Spelling obscure words is hard enough, but spelling in front of crowd, in front of peers, judges and parents is a lot of pressure.

I was nervous about getting my word wrong but I was also excited because if I got my word right, I could get farther. When Dr. Bailly would say a word, I would try to spell in my head, too, to see if I could get it right,” she said.

Mom and dad, Cinitia and Brian Coleman, were bursting with pride but nervous while watching their daughter up on stage.

Olivia at the big event with some bee friends.

The competition was well run, they created a nice environment for the kids, but it was still stressful. Having your child competing at a national level for the first time, acknowledging she was nervous, along with the pressure, the
lights, the bell!” Cinitia said.

Maury spelling champion, Olivia Coleman.

To get to the National Spelling Bee was a long road. Olivia participated in Maury’s first spelling bee and won. She then moved on through to a city spelling bee, winning for all fourth graders and then went on to compete at regionals. Although she didn’t win, she was able to RSVBee and landed a spot in the National Spelling Bee.
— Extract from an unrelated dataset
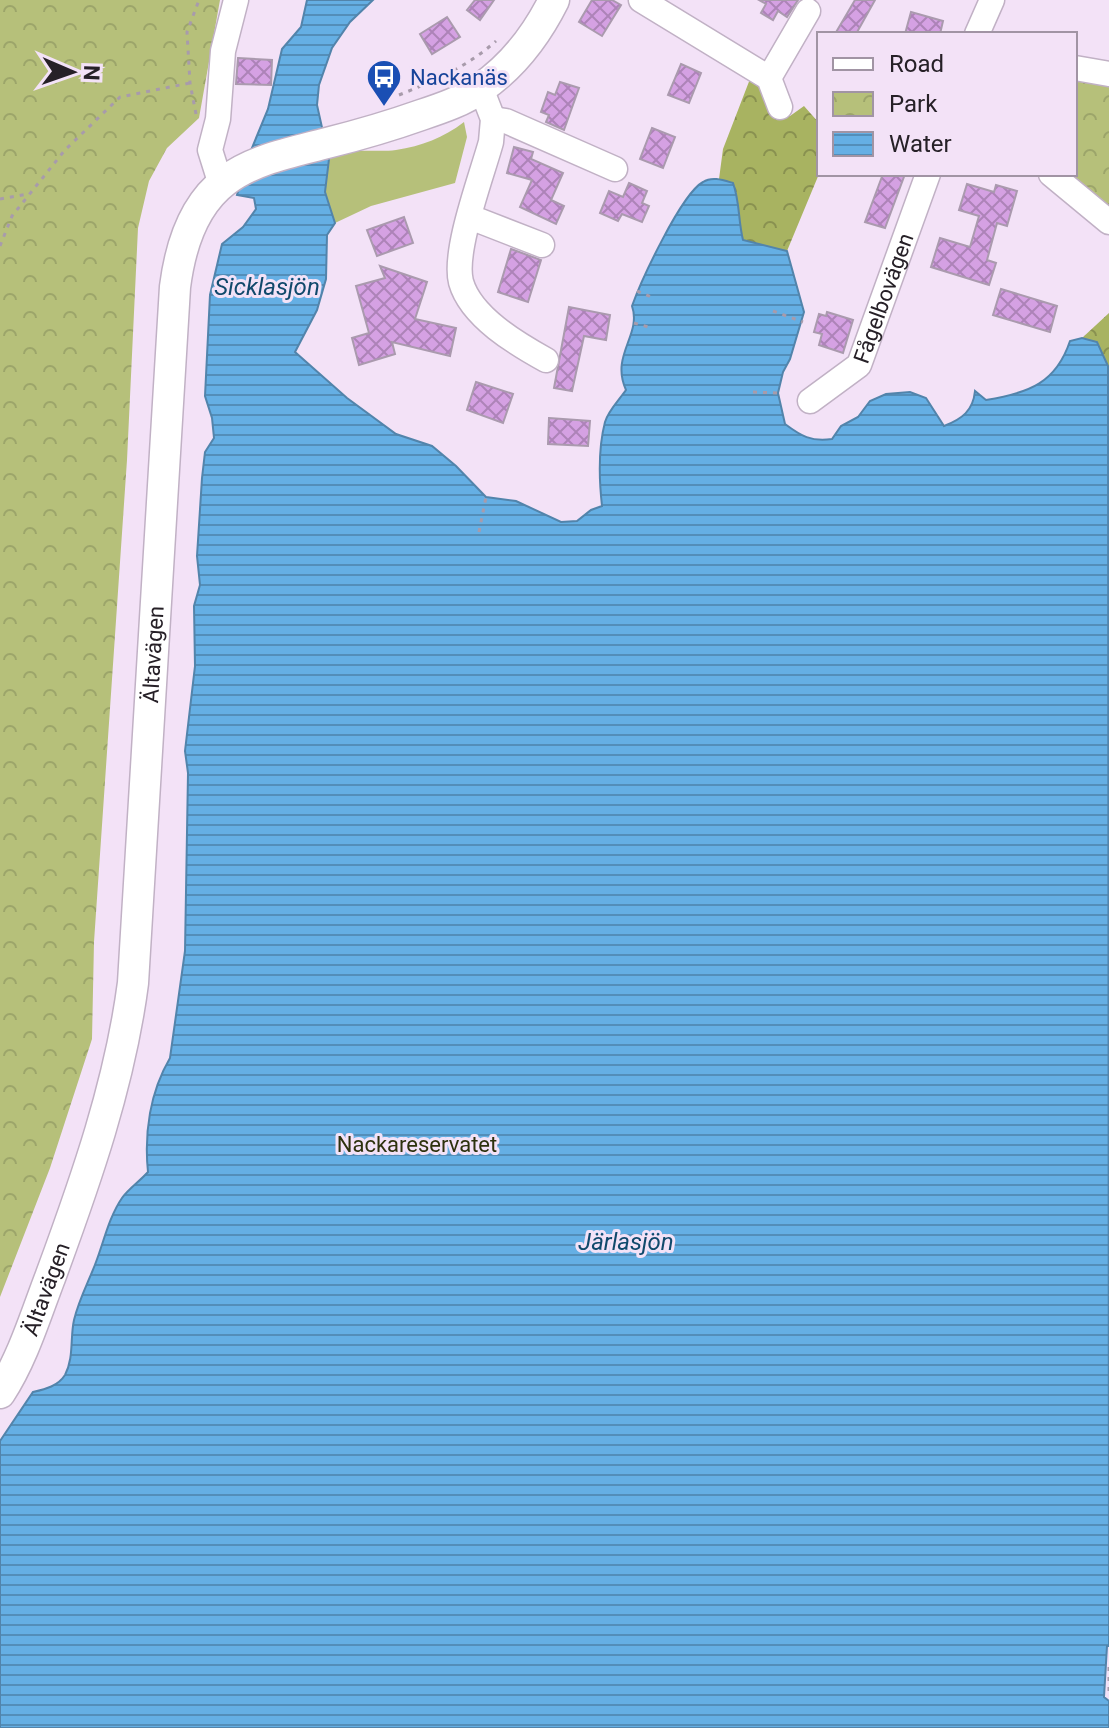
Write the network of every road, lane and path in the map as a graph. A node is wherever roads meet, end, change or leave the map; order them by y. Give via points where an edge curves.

I made some new friends from different places. It was a great experience for me.”

Olivia has dual citizenship with Brazil and speaks fluent Portuguese. Maybe knowing a second language at a young age has something to do with getting her knack for spelling. Some of the spellers have made second appearances at the annual competition, with two coming back for their fifth try. Maybe we will see Olivia up there again next year!

Congratulations on your making it to your first National Spelling Bee, Olivia! Well done!

Olivia gets a hug from her Aunt Cristina after the competition. (Mark Bowen/Scripps National Spelling Bee)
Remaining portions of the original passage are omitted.